Welcome to the forum, I'm so very sorry for the loss of your precious Mac, he looks absolutely gorgeous in the picture. To reach almost fourteen is a great age, but I know it's just as hard when they leave us regardless of the time we have with them. I hope you will continue to share photos of Mac and of course Ellie too, once again I'm so sorry for your loss.


----------



## cwag (Apr 25, 2017)

I am so sorry for your loss of Mac. They leave such a big hole in our hearts.

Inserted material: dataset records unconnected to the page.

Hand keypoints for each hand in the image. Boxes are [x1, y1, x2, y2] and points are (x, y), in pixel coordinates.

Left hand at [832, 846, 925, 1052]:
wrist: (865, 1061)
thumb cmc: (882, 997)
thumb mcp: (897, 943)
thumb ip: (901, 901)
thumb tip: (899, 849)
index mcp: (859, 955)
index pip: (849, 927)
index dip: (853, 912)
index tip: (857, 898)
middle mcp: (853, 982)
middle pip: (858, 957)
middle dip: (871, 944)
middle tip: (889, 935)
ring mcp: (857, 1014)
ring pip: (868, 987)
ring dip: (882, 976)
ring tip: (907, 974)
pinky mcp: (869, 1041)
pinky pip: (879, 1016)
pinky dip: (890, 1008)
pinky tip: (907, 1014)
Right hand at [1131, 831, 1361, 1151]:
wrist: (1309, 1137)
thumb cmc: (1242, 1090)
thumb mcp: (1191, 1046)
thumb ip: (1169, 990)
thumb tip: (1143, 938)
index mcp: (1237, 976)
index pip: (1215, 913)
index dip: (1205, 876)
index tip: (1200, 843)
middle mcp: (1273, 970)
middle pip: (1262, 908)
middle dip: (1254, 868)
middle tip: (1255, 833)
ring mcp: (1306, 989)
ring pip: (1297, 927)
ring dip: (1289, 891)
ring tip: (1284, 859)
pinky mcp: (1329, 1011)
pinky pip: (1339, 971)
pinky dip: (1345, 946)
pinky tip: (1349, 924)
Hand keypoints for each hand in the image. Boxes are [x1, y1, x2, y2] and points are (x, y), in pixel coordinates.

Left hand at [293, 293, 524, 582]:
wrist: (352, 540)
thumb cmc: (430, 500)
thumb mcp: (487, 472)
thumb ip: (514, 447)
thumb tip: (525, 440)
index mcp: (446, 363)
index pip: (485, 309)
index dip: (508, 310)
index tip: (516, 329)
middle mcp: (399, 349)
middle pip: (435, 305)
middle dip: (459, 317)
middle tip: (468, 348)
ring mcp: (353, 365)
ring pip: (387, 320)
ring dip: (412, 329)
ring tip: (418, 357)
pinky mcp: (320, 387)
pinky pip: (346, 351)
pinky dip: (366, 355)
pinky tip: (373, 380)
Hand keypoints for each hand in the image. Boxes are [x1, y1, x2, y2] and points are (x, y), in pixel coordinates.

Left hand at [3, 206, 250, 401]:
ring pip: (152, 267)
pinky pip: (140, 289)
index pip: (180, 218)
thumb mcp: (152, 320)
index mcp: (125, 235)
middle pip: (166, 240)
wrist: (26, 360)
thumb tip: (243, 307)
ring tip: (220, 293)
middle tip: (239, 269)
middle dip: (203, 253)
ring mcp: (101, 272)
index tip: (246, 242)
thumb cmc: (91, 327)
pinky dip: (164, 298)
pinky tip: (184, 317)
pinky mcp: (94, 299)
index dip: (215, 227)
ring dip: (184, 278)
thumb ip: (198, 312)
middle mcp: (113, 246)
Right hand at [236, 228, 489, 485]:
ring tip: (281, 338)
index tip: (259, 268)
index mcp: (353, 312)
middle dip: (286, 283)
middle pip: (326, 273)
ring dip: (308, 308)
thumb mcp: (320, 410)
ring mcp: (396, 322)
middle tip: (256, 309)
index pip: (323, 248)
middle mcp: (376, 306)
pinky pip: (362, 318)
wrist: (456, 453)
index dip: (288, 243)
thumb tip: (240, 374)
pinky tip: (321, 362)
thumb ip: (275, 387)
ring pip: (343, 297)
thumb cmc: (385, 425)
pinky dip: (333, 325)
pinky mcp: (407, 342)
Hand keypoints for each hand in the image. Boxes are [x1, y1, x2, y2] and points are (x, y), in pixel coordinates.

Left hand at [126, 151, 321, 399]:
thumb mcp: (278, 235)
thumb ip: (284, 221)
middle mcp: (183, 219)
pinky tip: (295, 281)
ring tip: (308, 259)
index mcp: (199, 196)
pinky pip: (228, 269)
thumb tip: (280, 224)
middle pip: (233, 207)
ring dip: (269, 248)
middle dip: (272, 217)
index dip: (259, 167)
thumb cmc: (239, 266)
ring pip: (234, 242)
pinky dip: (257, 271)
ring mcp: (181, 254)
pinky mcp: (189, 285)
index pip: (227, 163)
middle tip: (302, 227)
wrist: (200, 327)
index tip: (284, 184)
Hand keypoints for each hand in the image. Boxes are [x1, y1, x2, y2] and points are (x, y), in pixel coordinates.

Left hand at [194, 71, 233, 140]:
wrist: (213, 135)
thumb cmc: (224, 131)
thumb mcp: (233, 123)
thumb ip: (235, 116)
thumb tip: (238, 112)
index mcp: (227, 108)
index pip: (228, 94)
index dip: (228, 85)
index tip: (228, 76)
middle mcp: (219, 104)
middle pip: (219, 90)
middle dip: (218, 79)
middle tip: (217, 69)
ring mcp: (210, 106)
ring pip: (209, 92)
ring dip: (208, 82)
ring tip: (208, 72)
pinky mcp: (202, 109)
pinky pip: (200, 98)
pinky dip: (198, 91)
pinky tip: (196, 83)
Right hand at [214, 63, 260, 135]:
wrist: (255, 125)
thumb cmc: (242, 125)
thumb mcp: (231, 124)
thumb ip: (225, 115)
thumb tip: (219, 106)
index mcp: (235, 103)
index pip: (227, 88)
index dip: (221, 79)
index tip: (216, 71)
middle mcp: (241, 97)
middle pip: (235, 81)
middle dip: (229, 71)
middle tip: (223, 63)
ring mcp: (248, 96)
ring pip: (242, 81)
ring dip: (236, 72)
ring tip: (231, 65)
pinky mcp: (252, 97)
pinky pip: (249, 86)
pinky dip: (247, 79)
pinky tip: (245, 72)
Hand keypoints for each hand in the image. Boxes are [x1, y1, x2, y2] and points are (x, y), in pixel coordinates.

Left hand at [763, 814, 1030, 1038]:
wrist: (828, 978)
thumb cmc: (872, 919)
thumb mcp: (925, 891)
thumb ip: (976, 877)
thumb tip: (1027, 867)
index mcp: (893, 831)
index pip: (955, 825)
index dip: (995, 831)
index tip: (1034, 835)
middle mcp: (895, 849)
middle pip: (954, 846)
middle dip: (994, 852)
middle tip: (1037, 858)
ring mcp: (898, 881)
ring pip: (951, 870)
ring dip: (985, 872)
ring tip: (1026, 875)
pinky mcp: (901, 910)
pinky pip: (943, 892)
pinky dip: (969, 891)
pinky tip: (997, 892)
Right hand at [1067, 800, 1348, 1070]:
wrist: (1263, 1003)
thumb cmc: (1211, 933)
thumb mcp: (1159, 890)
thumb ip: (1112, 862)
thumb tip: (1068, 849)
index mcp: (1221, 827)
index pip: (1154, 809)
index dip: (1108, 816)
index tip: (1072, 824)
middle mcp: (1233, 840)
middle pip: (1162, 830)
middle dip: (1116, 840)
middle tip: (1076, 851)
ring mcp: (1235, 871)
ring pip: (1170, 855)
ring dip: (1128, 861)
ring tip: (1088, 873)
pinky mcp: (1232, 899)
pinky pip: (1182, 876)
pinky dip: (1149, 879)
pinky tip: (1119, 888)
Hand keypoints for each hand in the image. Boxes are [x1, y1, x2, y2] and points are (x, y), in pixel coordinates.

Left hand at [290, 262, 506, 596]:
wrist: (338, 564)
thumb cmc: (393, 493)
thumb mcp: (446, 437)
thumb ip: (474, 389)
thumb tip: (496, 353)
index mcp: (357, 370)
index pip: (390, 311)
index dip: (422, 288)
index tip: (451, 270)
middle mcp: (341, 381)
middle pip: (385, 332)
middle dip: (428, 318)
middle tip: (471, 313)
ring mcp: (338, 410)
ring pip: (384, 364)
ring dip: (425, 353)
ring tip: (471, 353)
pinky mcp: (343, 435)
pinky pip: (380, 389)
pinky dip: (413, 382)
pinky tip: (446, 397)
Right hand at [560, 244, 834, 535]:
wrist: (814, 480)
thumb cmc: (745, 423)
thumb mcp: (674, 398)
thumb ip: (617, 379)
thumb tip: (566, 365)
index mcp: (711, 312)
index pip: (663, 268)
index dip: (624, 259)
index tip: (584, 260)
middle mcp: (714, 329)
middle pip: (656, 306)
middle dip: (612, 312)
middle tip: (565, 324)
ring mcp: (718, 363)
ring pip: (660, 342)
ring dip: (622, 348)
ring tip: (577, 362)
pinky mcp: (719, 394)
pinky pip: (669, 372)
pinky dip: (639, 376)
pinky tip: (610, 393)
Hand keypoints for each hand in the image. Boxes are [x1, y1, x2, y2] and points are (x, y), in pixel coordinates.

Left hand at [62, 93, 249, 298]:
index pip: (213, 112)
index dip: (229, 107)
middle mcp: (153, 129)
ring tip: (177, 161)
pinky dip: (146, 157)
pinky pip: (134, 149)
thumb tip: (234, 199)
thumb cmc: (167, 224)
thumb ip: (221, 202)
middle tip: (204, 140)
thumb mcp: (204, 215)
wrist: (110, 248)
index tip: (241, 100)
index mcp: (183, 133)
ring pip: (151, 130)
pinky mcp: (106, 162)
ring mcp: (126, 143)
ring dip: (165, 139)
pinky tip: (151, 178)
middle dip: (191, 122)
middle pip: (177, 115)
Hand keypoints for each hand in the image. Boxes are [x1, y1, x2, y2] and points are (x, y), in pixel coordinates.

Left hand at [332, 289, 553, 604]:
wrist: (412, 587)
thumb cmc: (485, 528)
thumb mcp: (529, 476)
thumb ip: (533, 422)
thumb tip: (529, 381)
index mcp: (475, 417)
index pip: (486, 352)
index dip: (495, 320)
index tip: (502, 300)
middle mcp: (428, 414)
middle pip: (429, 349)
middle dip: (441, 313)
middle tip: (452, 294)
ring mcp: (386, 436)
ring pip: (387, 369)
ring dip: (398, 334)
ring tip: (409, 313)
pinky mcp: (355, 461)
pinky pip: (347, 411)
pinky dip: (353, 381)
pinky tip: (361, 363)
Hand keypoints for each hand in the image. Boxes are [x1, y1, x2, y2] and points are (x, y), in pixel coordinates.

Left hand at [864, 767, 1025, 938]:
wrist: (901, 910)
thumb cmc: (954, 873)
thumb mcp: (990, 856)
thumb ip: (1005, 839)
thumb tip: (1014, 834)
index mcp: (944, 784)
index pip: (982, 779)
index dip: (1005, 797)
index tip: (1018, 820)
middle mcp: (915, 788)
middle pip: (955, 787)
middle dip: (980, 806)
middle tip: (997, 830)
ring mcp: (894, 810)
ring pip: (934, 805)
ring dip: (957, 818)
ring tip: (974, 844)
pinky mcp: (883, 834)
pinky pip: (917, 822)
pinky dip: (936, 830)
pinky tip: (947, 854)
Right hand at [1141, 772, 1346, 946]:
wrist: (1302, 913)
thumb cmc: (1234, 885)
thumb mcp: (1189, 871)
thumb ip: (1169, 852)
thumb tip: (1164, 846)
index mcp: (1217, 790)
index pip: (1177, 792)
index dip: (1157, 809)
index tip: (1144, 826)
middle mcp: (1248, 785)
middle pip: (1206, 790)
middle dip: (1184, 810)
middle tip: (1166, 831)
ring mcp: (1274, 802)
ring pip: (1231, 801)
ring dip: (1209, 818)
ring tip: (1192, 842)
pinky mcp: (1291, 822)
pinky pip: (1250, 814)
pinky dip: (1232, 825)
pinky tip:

I hope you find comfort in knowing what a happy life he had with you.


----------



## CAROLINA MOM (May 12, 2009)

I'm so sorry for your loss of your beautiful Mac.


----------



## my4goldens (Jan 21, 2009)

so very sorry for your loss, it is never easy


----------



## Karen519 (Aug 21, 2006)

*Mac*

I am so very sorry for the loss of your sweet Mac.
My Smooch and Snobear will watch over him at the Bridge.
I know you and Ellie will comfort one another.
I added Mac to the Rainbow Bridge List.
http://www.goldenretrieverforum.com...rly-list/481538-2018-rainbow-bridge-list.html


----------



## LynnC (Nov 14, 2015)

I am so sorry for the loss of your beloved Mac. How wonderful you got to love him for 14 years though there never seems to be enough time. May he Rest In Peace sweet Mac.


----------



## gdgli (Aug 24, 2011)

Mac certainly is a gorgeous dog. Sorry for your loss.


----------



## Neeko13 (Jul 10, 2010)

Im sorry for your loss of Mac, sounds like he had an awesome life.... I hope Ellie can make it through this difficult time...spend lots of time with her, I know it was very very difficult for my Nash, when his uncle Nitro passed....


----------



## dlmrun2002 (Mar 4, 2011)

Your Mac was very special. You gave him a great life and he was lucky to have almost 14 years with a wonderful home. Making the most loving decision to end his suffering is never easy but you can rest assured you did the right thing. Living just north of NYC I can attest to the Hudson Valley region being prefect for Golden country. I'm sure Mac loved all the great smells in the Hudson region and also the clean air. He had a great retirement his last year. His spirit will soar high and I hope his memories help you through dealing with his loss.

Godspeed to Mac

dlm ny country


----------



## Cooper Golden (Jan 11, 2018)

Your Mac sounds wonderful. He lives on in the many many happy memories he's created and in all the people he's made laugh.


----------



## sdain31y (Jul 5, 2010)

He sounds like he was an amazing dog. So sorry for the loss of your sweet Mac.


----------